A multi-purpose image capturing and composition tool written in Java for capturing web pages into one large seamless panorama. There are browser-based plugin tools like Full Page Screen Capture chrome extension and many more available free or commercially, but I personally feel they are limiting in feature set and particularly not suited to my taste since I would like to continuously integrate a set of features available into the toolkit.
I created this tool during my spare time in the senior year, partly due to my desire to expand my knowledge on Java language itself, and also because seeing my creation with that level of complexity comes into fruition brings such a joy. In addition, in this day and age where massive data is available on the web, it would be nice to have a tool that allows you to gather the data in the form of images, since they can be of a good use to image-to-text processing Deep Learning tasks that I have in mind.

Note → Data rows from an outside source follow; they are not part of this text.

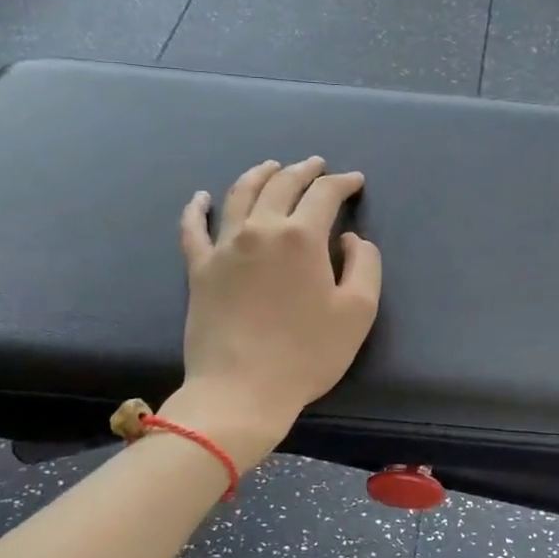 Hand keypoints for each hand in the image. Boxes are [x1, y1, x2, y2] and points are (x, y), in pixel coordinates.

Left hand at [170, 157, 382, 462]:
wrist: (241, 391)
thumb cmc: (307, 353)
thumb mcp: (358, 311)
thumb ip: (365, 264)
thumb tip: (349, 239)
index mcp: (301, 236)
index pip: (324, 194)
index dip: (343, 183)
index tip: (355, 181)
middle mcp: (260, 230)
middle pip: (281, 185)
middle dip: (303, 170)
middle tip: (317, 166)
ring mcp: (224, 247)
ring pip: (240, 195)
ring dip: (259, 175)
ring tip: (272, 167)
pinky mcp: (199, 269)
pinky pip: (194, 228)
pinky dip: (197, 208)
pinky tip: (201, 197)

As a desktop application, there are a couple of technologies involved in this project:
-
JavaFX
- for GUI and area selection on webpage
-
JavaScript
- it is used as the main driving engine that allows to control many aspects of webpage
-
Selenium WebDriver
- an opencesource browser automation framework that allows to test and automate browser functionalities
-
OpenCV/JavaCV
- for stitching and composing images with a rich set of image processing features
As the saying "A picture says a thousand words" goes, I would have you watch the application in action. Click on each image to see a full demo on Youtube.

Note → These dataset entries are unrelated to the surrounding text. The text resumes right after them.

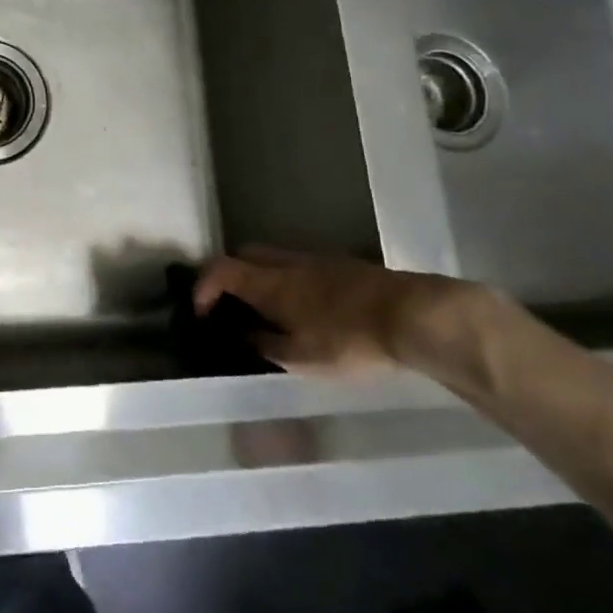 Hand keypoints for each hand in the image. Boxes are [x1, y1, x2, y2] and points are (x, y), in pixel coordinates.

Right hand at [193, 245, 473, 374]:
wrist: (411, 315)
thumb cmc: (349, 340)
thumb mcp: (301, 358)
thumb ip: (267, 346)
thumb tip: (246, 336)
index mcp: (268, 283)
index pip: (220, 269)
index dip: (203, 286)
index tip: (200, 311)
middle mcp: (286, 263)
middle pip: (245, 253)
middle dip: (231, 274)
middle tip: (233, 305)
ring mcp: (317, 260)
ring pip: (275, 258)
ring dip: (263, 277)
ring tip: (270, 310)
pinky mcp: (344, 266)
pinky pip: (302, 266)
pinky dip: (291, 281)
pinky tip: (307, 309)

- Showcasing Full & Partial Snatcher features (v1)
- Showcasing Inspection feature (v2)
- Chromedriver for Chrome version 74 (provided in Drivers folder)
Download and include the followings as libraries in the project.
- Selenium WebDriver version 3.141
- JavaCV version 1.4.3
-
When using the browser initiated by the Snatcher:
- Use the very first default tab to navigate and do the capturing. Closing the default tab means restarting the browser.
- Currently more than one tab is not supported. The application will only use the first tab.
-
*Fixed in version 2.1: Though Partial Snatcher allows user to leave focus off the application during capturing process, it may leave black selection window, resulting in subsequent captured images as pitch black.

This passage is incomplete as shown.